対戦相手もいきなり自分に向かって落ちてくるリーリアをとっさに避けようと動いたが、その避ける範囲も計算していたリーリアは、きちんと軌道修正して相手の顔面を蹴ることができ、そのおかげで、落ちる衝撃をやわらげられた。
また、対戦相手の顔面を蹴って相手を倒したが、まだ失神していなかったため、そのまま、すかさず相手のみぞおちに向かってリーリアの全体重をかけて、肘鉄をかました。
これも、昔、木に登ったリーリアを、セリウスが落とそうとしてきたので、下で待ち構えていたセリウスに向かってやった攻撃で、セリウスへ顔面蹴りした後、みぞうちに見事に肘鉄がクリティカルヒットして意識を失わせたことがあった。
この時、リーリアは兄のアーサーと両親にひどく怒られ、しばらく外に出してもらえなかった上に、セリウスの部屋までお見舞いに行かされた苦い思い出があった。

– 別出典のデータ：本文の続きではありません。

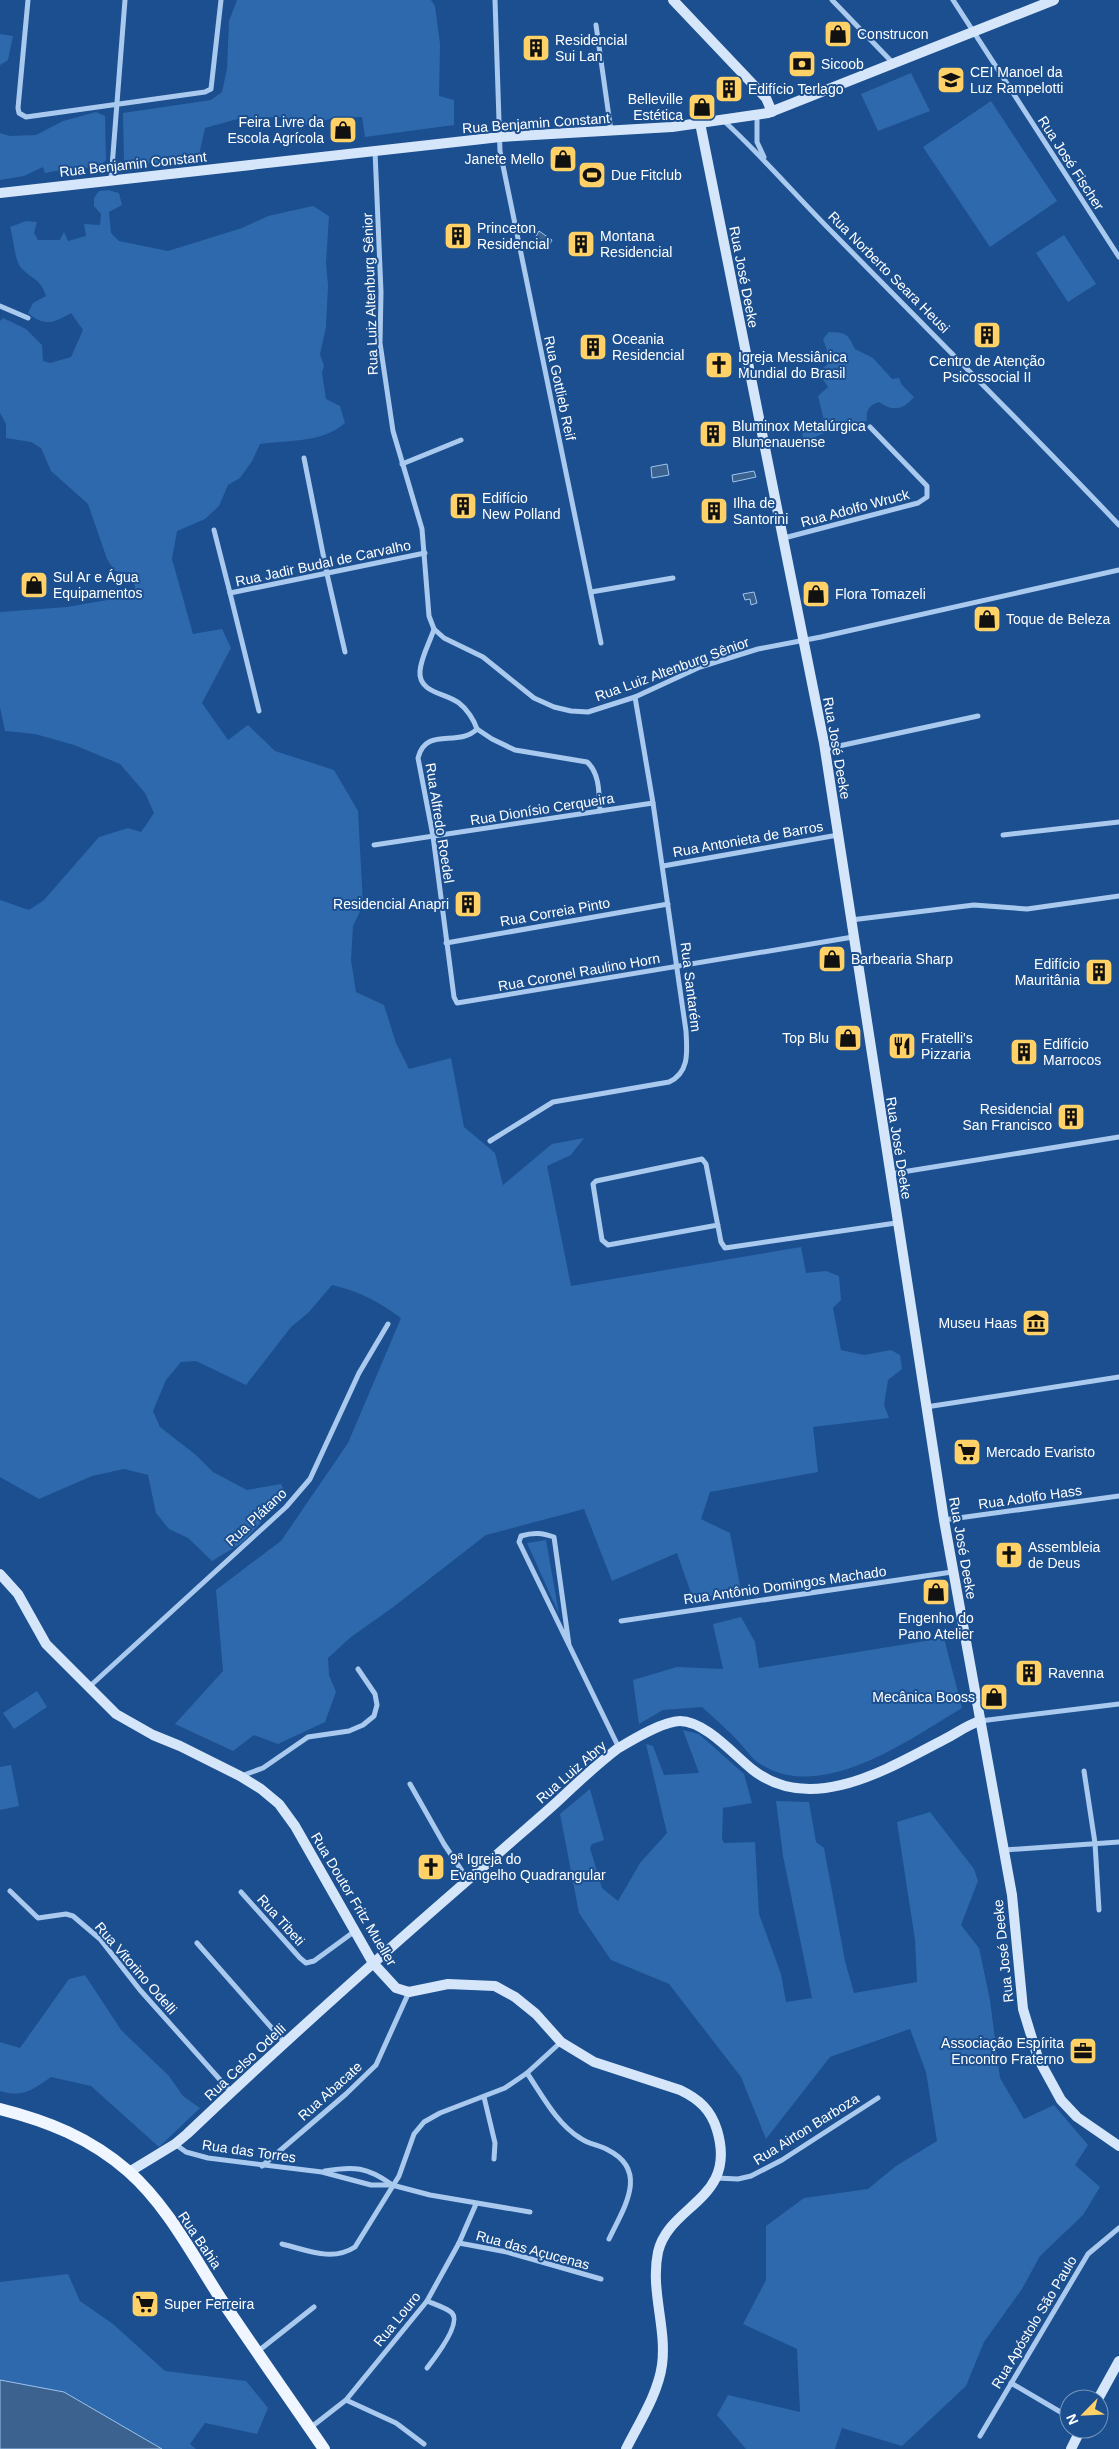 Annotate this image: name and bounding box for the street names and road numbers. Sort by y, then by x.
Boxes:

「ぐっ、ぐふ……」とうめいて、対戦相手は意識を失ってくれた。
そして、ちょうどぴったりと、戦い終了の時間となった。
もちろん、リーリアの勝利であった。
一瞬、シーンとなった後、状況を把握した周囲の囚人達はわぁっと沸いた!
みんな最後にやったリーリアの容赦のない戦いぶりに賞賛をおくった。
「すげー!あのチビ猫、巨漢のアグワリーの奴をおとしちまった!」
「いやー!最後の最後でなかなか面白かったぞ!!」
「やったー!賭けは私の大勝ちだわ!!」と大喜びのミランダ。
「へえ、可愛い顔してやるじゃん、あの子猫ちゃん」と戦いを冷静に観ていたボスのルクレナやその取り巻きの幹部達もリーリアに感心した。

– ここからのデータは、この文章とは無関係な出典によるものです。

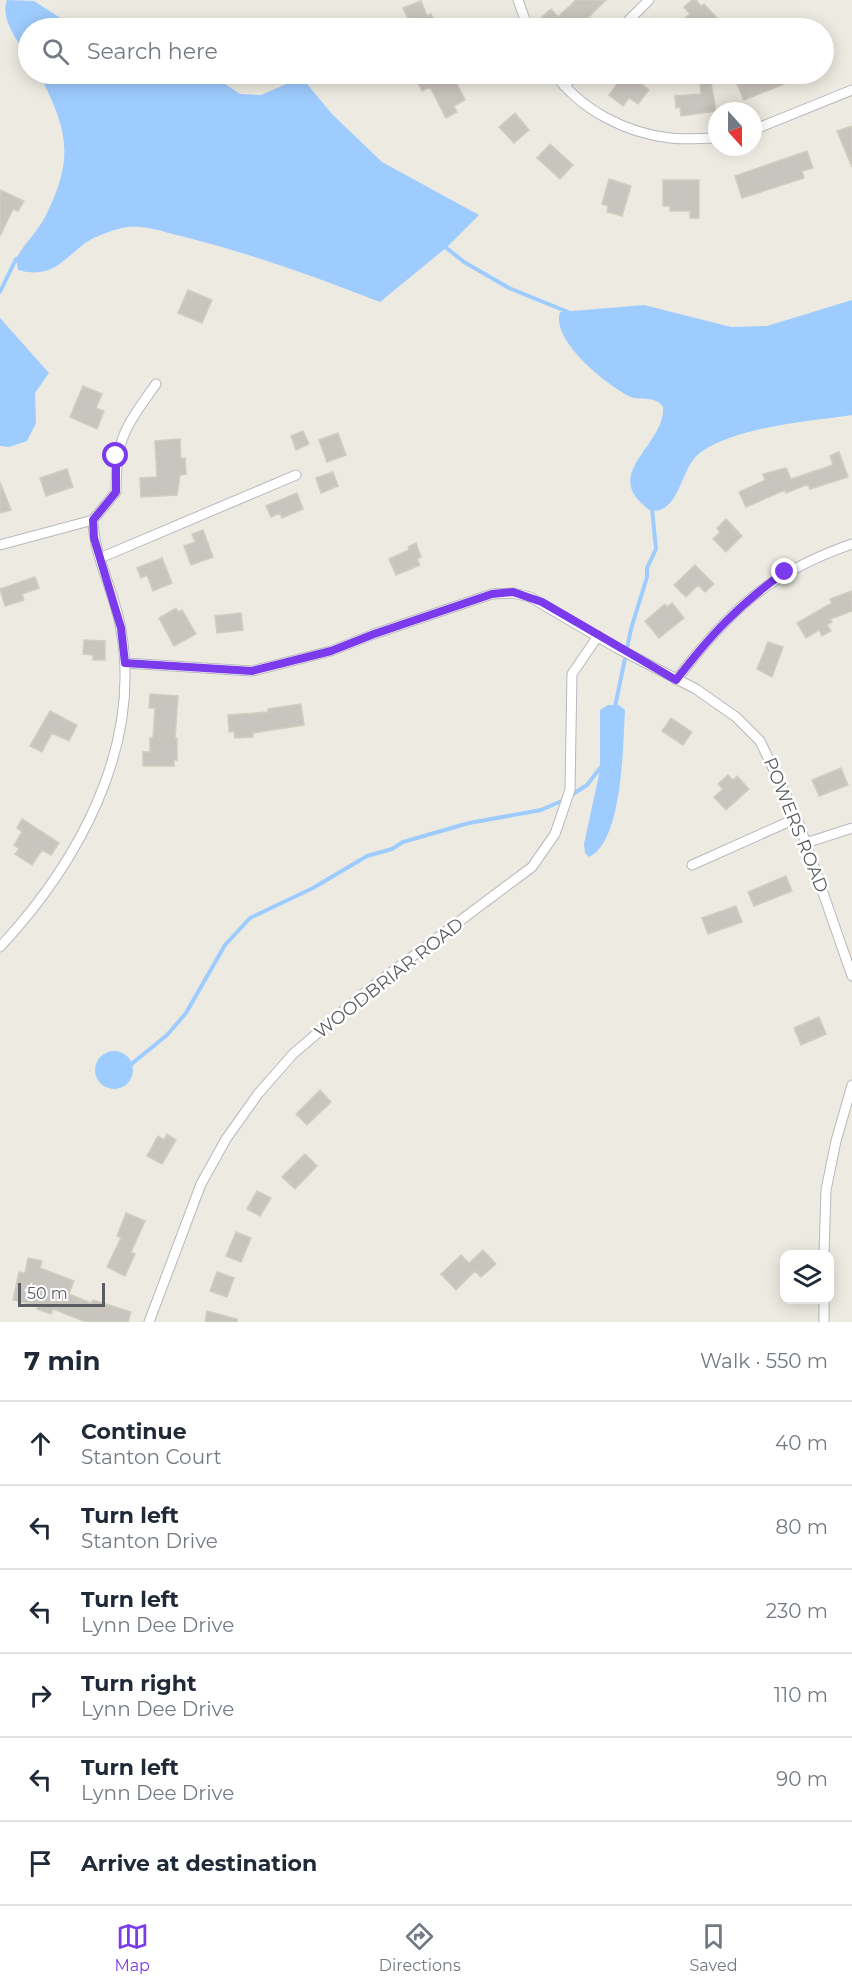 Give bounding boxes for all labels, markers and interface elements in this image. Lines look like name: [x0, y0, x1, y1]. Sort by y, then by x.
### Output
search box: [18, 18, 834, 84]
icon: search: [39, 35, 72, 68]
text: Search here: [87, 38, 218, 65]
north arrow: [708, 102, 762, 156]
route start: [102, 442, 128, 468]
route end: [771, 558, 797, 584]
street label: POWERS ROAD: [759, 754, 833, 896]
street label: WOODBRIAR ROAD: [310, 913, 468, 1043]
map controls: [780, 1250, 834, 1304]
button: layers: [780, 1250, 834, 1304]
scale bar: [18, 1280, 105, 1308]
text: 50 m: [27, 1284, 68, 1303]
text: 7 min: [24, 1345, 101, 1377]
text: Walk · 550 m: [700, 1349, 828, 1373]
text: Continue: [81, 1418, 187, 1445]
icon: ahead: [24, 1427, 57, 1460]
text: 40 m: [775, 1431, 828, 1455]
text: Stanton Court: [81, 1445, 222, 1469]
text: Turn left: [81, 1502, 179, 1529]
icon: left: [24, 1511, 57, 1544]
text: 80 m: [776, 1515, 828, 1539]
text: Stanton Drive: [81, 1529, 218, 1553]
text: Turn left: [81, 1586, 179, 1613]
icon: left: [24, 1595, 57, 1628]
text: 230 m: [766, 1599, 828, 1623]
text: Lynn Dee Drive: [81, 1613, 234, 1637]
text: Turn right: [81, 1670, 196, 1697]
icon: right: [24, 1679, 57, 1712]
text: 110 m: [774, 1683, 828, 1707]
text: Lynn Dee Drive: [81, 1697, 234, 1721]
text: Turn left: [81, 1754, 179, 1781]
icon: left: [24, 1763, 57, 1796]
text: 90 m: [776, 1767, 828, 1791]
text: Lynn Dee Drive: [81, 1781, 234, 1805]
icon: arrive: [24, 1847, 57, 1880]
text: Arrive at destination: [81, 1850, 317, 1877]
tab: Map: [114, 1920, 150, 1975]
tab: Directions: [379, 1920, 461, 1975]
tab: Saved: [690, 1920, 738, 1975]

「ええ。大切に育てられた元公爵令嬢のはずですがね。お転婆というか、さすが、騎士団を統べるメナード公爵家出身というか……」
「いや、何というか、あの俊敏な動き。子猫というより、何か別な生き物を思い出すな~」
「本当ですね。あの動きと茶色の残像……。あっ!!」
「あぁ、わかった!」
「「「野猿だ!!」」」
満場一致で、リーリアへの認識が「野猿」に決定した瞬間であった。
「いいね!あの子。昔、アレース地方の野猿を飼いたかったんだよね~」とボスのルクレナはすっかりリーリアを気に入ってしまった。
こうして、リーリアはここでも「野猿」の二つ名をつけられ、すっかりボスのお気に入りのペットのように扱われるようになった。
そして、スムーズにここのボスの庇護下に入ったおかげで、思った以上にアウスフォーデュ修道院で過ごしやすくなるリーリア。
ただし……。
(やだ!ここのボス、セリウス様と何だか同じ臭いがする!?)と別な新しい悩みも生じるのであった。